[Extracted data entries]
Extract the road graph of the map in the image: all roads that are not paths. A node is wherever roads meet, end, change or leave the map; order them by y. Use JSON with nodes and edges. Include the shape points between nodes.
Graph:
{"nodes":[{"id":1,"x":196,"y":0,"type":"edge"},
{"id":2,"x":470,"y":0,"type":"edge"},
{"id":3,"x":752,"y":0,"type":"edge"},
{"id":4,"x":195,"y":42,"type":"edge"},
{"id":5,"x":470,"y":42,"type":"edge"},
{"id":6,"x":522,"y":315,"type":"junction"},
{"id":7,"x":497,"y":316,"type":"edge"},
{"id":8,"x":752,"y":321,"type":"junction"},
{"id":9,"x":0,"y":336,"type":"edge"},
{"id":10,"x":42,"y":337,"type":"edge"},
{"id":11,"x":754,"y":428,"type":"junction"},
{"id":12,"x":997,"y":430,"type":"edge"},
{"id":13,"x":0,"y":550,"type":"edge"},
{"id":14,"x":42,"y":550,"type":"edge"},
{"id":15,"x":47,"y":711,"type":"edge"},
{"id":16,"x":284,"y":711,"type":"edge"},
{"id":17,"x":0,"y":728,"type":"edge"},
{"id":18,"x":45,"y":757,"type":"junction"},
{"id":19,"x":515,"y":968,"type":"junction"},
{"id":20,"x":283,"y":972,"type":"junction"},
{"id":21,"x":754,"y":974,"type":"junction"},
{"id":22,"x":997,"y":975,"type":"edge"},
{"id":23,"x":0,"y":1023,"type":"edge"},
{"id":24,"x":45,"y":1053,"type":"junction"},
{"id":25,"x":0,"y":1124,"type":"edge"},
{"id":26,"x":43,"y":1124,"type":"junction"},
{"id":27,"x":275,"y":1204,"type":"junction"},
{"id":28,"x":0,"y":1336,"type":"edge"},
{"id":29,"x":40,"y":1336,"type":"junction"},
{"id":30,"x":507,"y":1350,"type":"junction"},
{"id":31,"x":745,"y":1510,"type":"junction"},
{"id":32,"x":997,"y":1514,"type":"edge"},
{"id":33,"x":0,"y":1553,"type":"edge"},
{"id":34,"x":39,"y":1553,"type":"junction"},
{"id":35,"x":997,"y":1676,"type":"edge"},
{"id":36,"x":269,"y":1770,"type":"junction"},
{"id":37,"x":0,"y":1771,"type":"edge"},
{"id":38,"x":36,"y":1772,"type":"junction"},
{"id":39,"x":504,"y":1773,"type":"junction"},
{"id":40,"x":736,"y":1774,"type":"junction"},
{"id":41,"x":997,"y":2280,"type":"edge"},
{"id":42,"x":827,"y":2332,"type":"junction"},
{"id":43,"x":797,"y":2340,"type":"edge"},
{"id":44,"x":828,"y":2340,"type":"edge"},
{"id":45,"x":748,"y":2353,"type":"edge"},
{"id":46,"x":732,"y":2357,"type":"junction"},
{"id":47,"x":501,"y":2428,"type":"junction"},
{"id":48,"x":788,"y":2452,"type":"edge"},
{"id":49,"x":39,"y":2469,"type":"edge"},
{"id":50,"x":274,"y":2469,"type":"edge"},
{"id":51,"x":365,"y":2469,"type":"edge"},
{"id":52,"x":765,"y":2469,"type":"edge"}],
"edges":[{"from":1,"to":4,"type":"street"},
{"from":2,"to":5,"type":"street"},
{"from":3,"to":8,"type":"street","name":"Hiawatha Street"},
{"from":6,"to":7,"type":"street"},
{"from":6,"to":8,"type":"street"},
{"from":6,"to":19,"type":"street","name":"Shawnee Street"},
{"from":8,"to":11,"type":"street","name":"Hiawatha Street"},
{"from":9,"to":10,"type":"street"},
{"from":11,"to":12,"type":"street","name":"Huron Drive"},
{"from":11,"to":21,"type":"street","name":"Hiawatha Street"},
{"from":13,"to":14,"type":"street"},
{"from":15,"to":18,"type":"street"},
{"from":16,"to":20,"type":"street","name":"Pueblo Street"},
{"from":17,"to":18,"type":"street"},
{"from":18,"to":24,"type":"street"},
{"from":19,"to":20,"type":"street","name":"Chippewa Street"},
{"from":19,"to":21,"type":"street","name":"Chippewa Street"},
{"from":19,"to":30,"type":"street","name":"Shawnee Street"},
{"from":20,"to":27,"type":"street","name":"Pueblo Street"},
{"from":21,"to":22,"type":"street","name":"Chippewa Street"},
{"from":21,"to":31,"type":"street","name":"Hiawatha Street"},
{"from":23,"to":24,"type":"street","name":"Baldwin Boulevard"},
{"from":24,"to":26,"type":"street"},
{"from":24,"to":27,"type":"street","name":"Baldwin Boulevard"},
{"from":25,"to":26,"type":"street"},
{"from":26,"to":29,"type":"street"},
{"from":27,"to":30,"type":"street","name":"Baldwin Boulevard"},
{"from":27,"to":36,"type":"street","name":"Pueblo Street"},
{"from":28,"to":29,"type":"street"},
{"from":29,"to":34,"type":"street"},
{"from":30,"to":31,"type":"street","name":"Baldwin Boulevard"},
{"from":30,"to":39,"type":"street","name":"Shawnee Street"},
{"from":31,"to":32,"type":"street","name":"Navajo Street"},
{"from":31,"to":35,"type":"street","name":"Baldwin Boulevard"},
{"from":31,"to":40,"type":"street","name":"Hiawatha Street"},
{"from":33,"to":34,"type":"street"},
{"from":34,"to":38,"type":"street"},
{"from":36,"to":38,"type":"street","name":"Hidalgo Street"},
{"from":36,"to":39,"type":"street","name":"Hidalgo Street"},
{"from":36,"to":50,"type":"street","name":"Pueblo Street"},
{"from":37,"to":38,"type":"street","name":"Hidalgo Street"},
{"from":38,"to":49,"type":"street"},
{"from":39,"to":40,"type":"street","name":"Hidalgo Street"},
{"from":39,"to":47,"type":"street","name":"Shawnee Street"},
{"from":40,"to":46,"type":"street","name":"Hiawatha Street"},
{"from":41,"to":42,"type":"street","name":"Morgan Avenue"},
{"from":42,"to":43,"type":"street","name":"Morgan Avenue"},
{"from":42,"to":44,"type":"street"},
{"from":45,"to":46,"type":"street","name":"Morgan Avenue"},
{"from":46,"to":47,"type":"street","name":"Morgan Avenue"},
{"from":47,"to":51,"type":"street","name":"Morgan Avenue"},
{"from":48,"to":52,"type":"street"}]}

_TO DO_
Locate the lines above that contain "Hidalgo" and copy them.

_ANSWER TO THE PROBLEM_
{"from":36,"to":38,"type":"street","name":"Hidalgo Street"},
{"from":36,"to":39,"type":"street","name":"Hidalgo Street"},
{"from":37,"to":38,"type":"street","name":"Hidalgo Street"},
{"from":39,"to":40,"type":"street","name":"Hidalgo Street"},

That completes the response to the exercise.